(Task material begins)

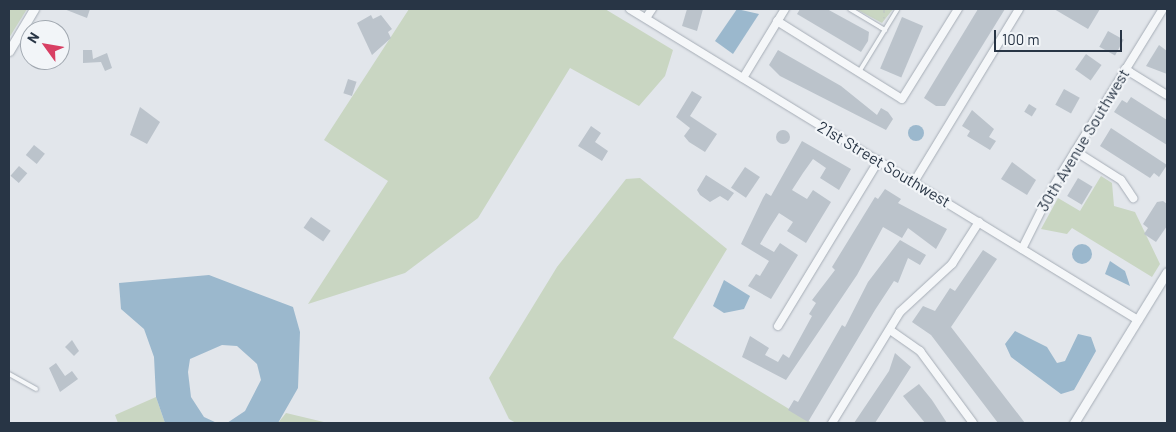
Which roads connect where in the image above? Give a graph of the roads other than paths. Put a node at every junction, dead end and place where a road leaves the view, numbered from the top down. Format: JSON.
{"nodes":[{"id":1,"x":34,"y":9,"type":"edge"},
{"id":2,"x":630,"y":9,"type":"edge"},
{"id":3,"x":652,"y":9,"type":"edge"},
{"id":4,"x":785,"y":9,"type":"edge"},
{"id":5,"x":850,"y":9,"type":"edge"},
{"id":6,"x":958,"y":9,"type":"edge"},
{"id":7,"x":1019,"y":9,"type":"edge"},
{"id":8,"x":1163,"y":9,"type":"edge"},
{"id":9,"x":897,"y":10,"type":"dead end"},
{"id":10,"x":646,"y":18,"type":"junction"},
{"id":11,"x":777,"y":21,"type":"junction"},
{"id":12,"x":885,"y":30,"type":"junction"},
{"id":13,"x":9,"y":50,"type":"edge"},
{"id":14,"x":1125,"y":69,"type":"junction"},
{"id":15,"x":859,"y":72,"type":"junction"},
{"id":16,"x":743,"y":78,"type":"junction"},
{"id":17,"x":1167,"y":95,"type":"edge"},
{"id":18,"x":1075,"y":151,"type":"junction"},
{"id":19,"x":879,"y":160,"type":"junction"},
{"id":20,"x":914,"y":182,"type":"junction"},
{"id":21,"x":1133,"y":198,"type":"dead end"},
{"id":22,"x":979,"y":222,"type":"junction"},
{"id":23,"x":1022,"y":248,"type":"junction"},
{"id":24,"x":1167,"y":272,"type":"edge"},
{"id":25,"x":1138,"y":320,"type":"junction"},
{"id":26,"x":778,"y":326,"type":"dead end"},
{"id":27,"x":890,"y":330,"type":"junction"},
{"id":28,"x":9,"y":374,"type":"edge"},
{"id":29,"x":36,"y":389,"type":"dead end"},
{"id":30,"x":832,"y":423,"type":"edge"},
{"id":31,"x":973,"y":423,"type":"edge"},
{"id":32,"x":1074,"y":423,"type":"edge"}],
"edges":[{"from":1,"to":13,"type":"street"},
{"from":2,"to":10,"type":"street","name":"21st Street Southwest"},
{"from":3,"to":10,"type":"street"},
{"from":4,"to":11,"type":"street"},
{"from":5,"to":12,"type":"lane"},
{"from":6,"to":15,"type":"street"},
{"from":7,"to":20,"type":"street"},
{"from":8,"to":14,"type":"street","name":"30th Avenue Southwest"},
{"from":9,"to":12,"type":"lane"},
{"from":10,"to":16,"type":"street","name":"21st Street Southwest"},
{"from":11,"to":15,"type":"street"},
{"from":11,"to":16,"type":"street"},
{"from":12,"to":15,"type":"lane"},
{"from":14,"to":17,"type":"street"},
{"from":14,"to":18,"type":"street","name":"30th Avenue Southwest"},
{"from":16,"to":19,"type":"street","name":"21st Street Southwest"},
{"from":18,"to":21,"type":"street"},
{"from":18,"to":23,"type":"street","name":"30th Avenue Southwest"},
{"from":19,"to":20,"type":"street","name":"21st Street Southwest"},
{"from":19,"to":26,"type":"street"},
{"from":20,"to":22,"type":"street","name":"21st Street Southwest"},
{"from":22,"to":23,"type":"street","name":"21st Street Southwest"},
{"from":22,"to":27,"type":"street"},
{"from":23,"to":25,"type":"street","name":"21st Street Southwest"},
{"from":24,"to":25,"type":"street"},
{"from":25,"to":32,"type":"street"},
{"from":27,"to":30,"type":"street"},
{"from":27,"to":31,"type":"street"},
{"from":28,"to":29,"type":"lane"}]}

(Task material ends)

*Problem to solve*.
No picture belongs in the answer, but every word of the records above does, exactly as given.

*Your response*.
Which roads connect where in the image above? Give a graph of the roads other than paths. Put a node at every junction, dead end and place where a road leaves the view, numbered from the top down. Format: JSON.
{"nodes":[{"id":1,"x":34,"y":9,"type":"edge"},
{"id":2,"x":630,"y":9,"type":"edge"},
{"id":3,"x":652,"y":9,"type":"edge"},
{"id":4,"x":785,"y":9,"type":"edge"},
{"id":5,"x":850,"y":9,"type":"edge"},
{"id":6,"x":958,"y":9,"type":"edge"},
{"id":7,"x":1019,"y":9,"type":"edge"},
{"id":8,"x":1163,"y":9,"type":"edge"},
{"id":9,"x":897,"y":10,"type":"dead end"},
{"id":10,"x":646,"y":18,"type":"junction"},
{"id":11,"x":777,"y":21,"type":"junction"},
{"id":12,"x":885,"y":30,"type":"junction"},
{"id":13,"x":9,"y":50,"type":"edge"},
{"id":14,"x":1125,"y":69,"type":"junction"},
{"id":15,"x":859,"y":72,"type":"junction"},
{"id":16,"x":743,"y":78,"type":"junction"},
{"id":17,"x":1167,"y":95,"type":"edge"},
{"id":18,"x":1075,"y":151,"type":"junction"},
{"id":19,"x":879,"y":160,"type":"junction"},
{"id":20,"x":914,"y":182,"type":"junction"},
{"id":21,"x":1133,"y":198,"type":"dead end"},
{"id":22,"x":979,"y":222,"type":"junction"},
{"id":23,"x":1022,"y":248,"type":"junction"},
{"id":24,"x":1167,"y":272,"type":"edge"},
{"id":25,"x":1138,"y":320,"type":"junction"},
{"id":26,"x":778,"y":326,"type":"dead end"},
{"id":27,"x":890,"y":330,"type":"junction"},
{"id":28,"x":9,"y":374,"type":"edge"},
{"id":29,"x":36,"y":389,"type":"dead end"},
{"id":30,"x":832,"y":423,"type":"edge"},
{"id":31,"x":973,"y":423,"type":"edge"},
{"id":32,"x":1074,"y":423,"type":"edge"}],
"edges":[{"from":1,"to":13,"type":"street"},
{"from":2,"to":10,"type":"street","name":"21st Street Southwest"},
{"from":3,"to":10,"type":"street"},
{"from":4,"to":11,"type":"street"},
{"from":5,"to":12,"type":"lane"},
{"from":6,"to":15,"type":"street"},
{"from":7,"to":20,"type":"street"},
{"from":8,"to":14,"type":"street","name":"30th Avenue Southwest"},
{"from":9,"to":12,"type":"lane"},
{"from":10,"to":16,"type":"street","name":"21st Street Southwest"},
{"from":11,"to":15,"type":"street"},
{"from":11,"to":16,"type":"street"},
{"from":12,"to":15,"type":"lane"},
{"from":14,"to":17,"type":"street"},
{"from":14,"to":18,"type":"street","name":"30th Avenue Southwest"},
{"from":16,"to":19,"type":"street","name":"21st Street Southwest"},
{"from":18,"to":21,"type":"street"},
{"from":18,"to":23,"type":"street","name":"30th Avenue Southwest"},
{"from":19,"to":20,"type":"street","name":"21st Street Southwest"},
{"from":19,"to":26,"type":"street"},
{"from":20,"to":22,"type":"street","name":"21st Street Southwest"},
{"from":22,"to":23,"type":"street","name":"21st Street Southwest"},
{"from":22,"to":27,"type":"street"},
{"from":23,"to":25,"type":"street","name":"21st Street Southwest"},
{"from":24,"to":25,"type":"street"},
{"from":25,"to":32,"type":"street"},
{"from":27,"to":30,"type":"street"},
{"from":27,"to":31,"type":"street"},
{"from":28,"to":29,"type":"lane"}]}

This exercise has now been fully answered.